Gran fondo world time trial and US masters road champion provisionally banned in the latest doping case from the sometimes-murky world of masters racing.
A doping case involving a 41-year-old masters rider is the latest on the gran fondo circuit. (Photo: Getty Images/Velo)
Published January 15, 2026 03:19PM
The UCI provisionally suspended a 41-year-old American amateur cyclist after he tested positive for unspecified anabolic androgenic steroids at the UCI Gran Fondo World Time Trial Championship in Australia.
The UCI said Matthew Clark of North Salt Lake City, Utah, returned the positive sample in an anti-doping control on October 16, 2025, the same day he won the men’s 40–44 age group world championship.
Clark also won the U.S. national road title this summer in the same category.
The case was published on the UCI website on Tuesday.
As with any doping case, the provisional suspension is not final and may be challenged before the UCI Anti-Doping Tribunal or the Court of Arbitration for Sport. If upheld, the sanction could run two years or longer.
No details were released, but it is the latest case to emerge from the sometimes-opaque world of amateur and gran fondo racing, where anti-doping controls are sporadic at best.
Doping is not confined to the pro ranks.
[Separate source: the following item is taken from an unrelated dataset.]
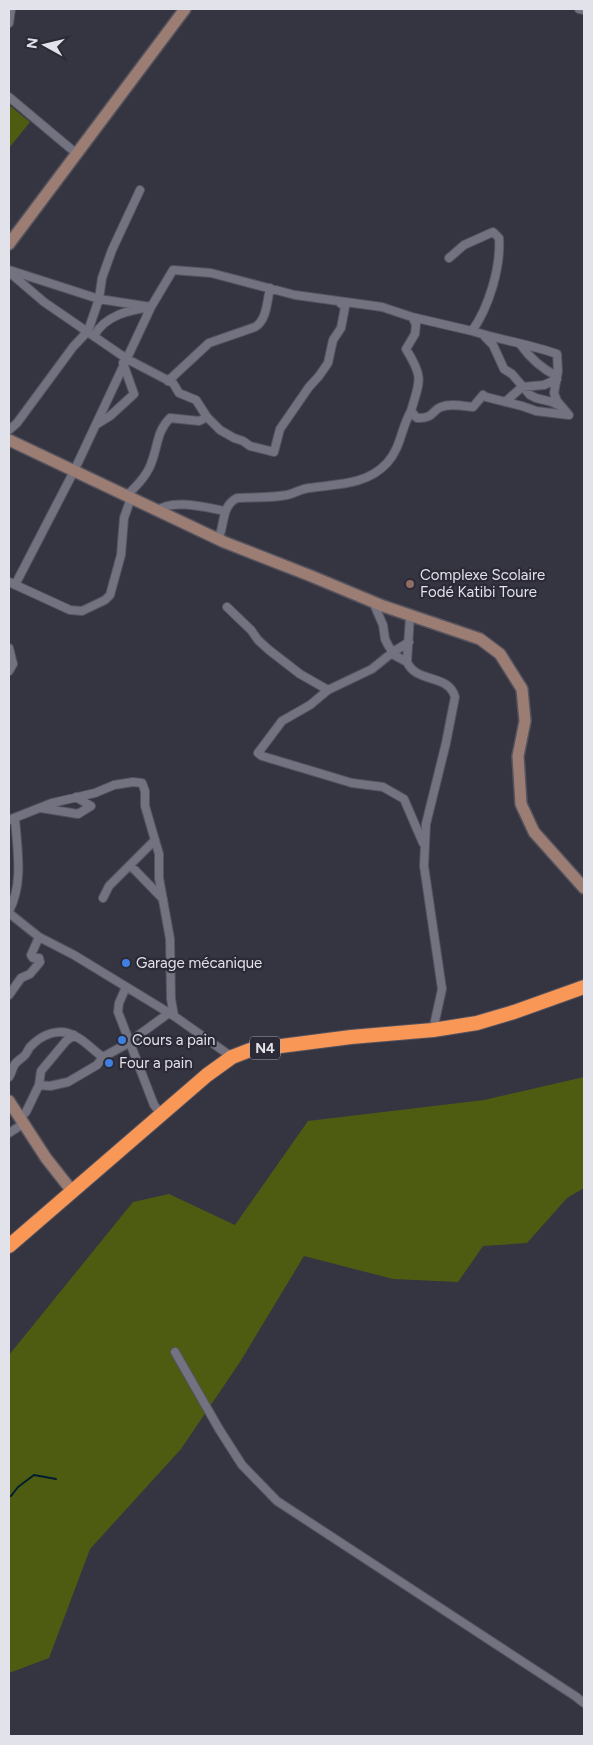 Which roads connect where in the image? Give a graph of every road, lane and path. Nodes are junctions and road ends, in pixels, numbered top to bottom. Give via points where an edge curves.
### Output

Over the past 20 years, there has been a steady trickle of cases in masters racing and high-profile gran fondos, where the lax anti-doping oversight is easy to exploit.
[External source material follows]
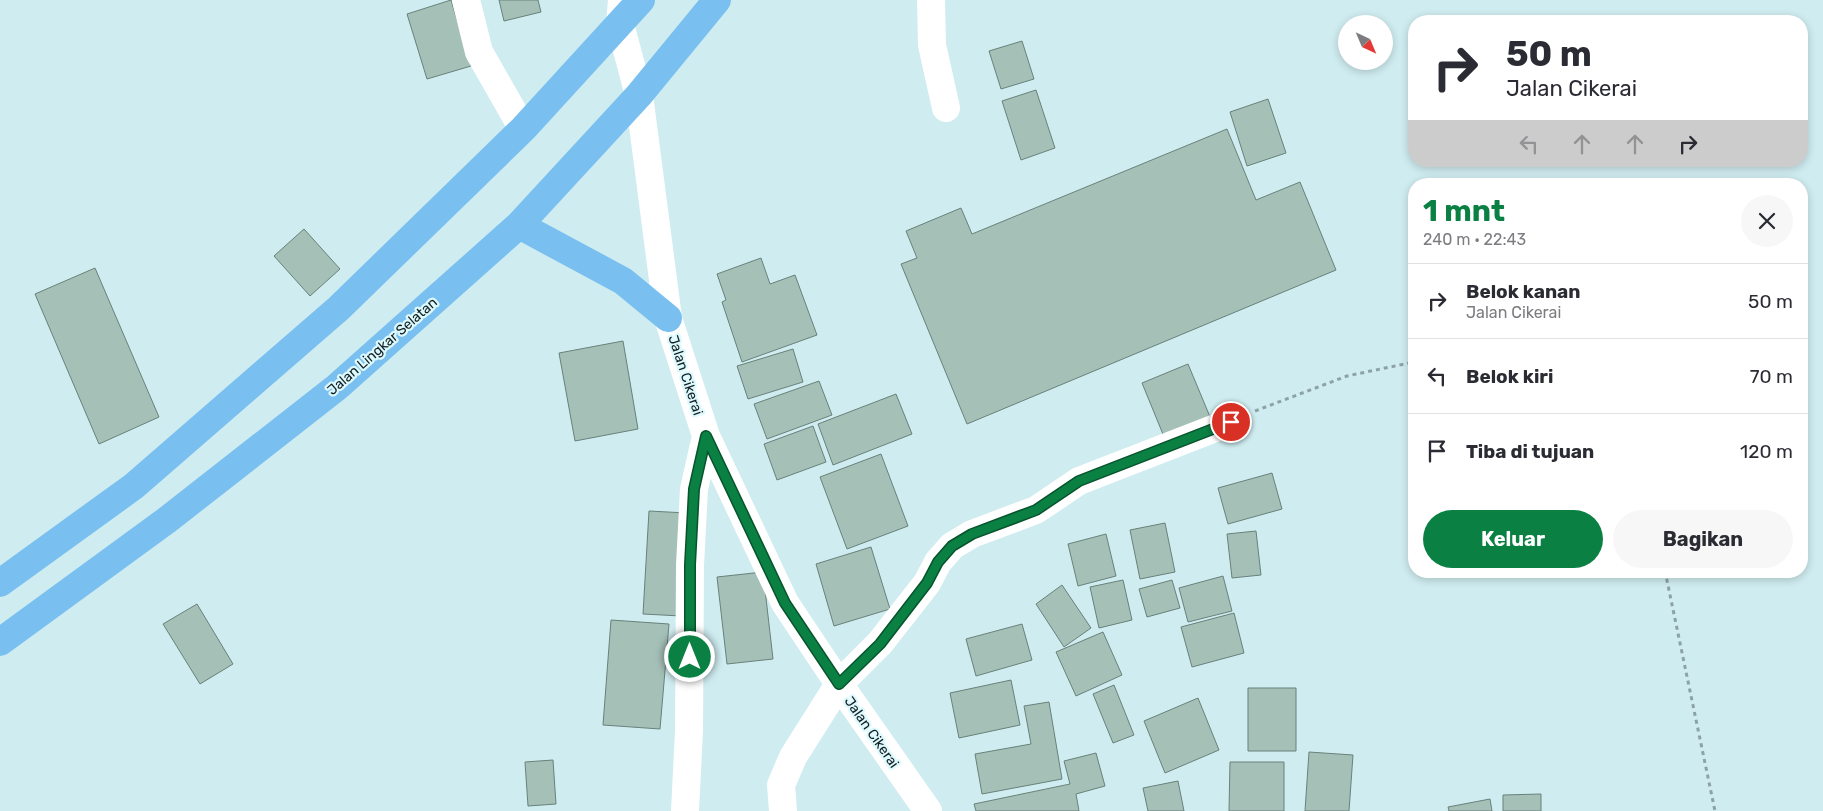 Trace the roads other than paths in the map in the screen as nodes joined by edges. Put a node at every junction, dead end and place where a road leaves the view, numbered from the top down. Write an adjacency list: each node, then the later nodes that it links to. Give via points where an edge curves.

Anti-doping controls in amateur cycling are rare. There are no official statistics on testing, but most events operate with minimal monitoring.
Although licensed masters riders are bound by UCI and WADA anti-doping rules, unlike top professionals, they are not subject to registered testing pools, biological passports, or out-of-competition controls.
A WorldTour rider can face dozens of tests in a single season. A masters rider can race for years without ever being tested.
According to results, Clark won the men’s 40-44 world time trial title in October, beating a New Zealand rider by 20 seconds on a 22.9-kilometer out-and-back course along Australia’s Great Ocean Road.
He topped a field of 31 riders in his age group and finished third overall among 255 competitors across all categories, averaging 44.89 kph.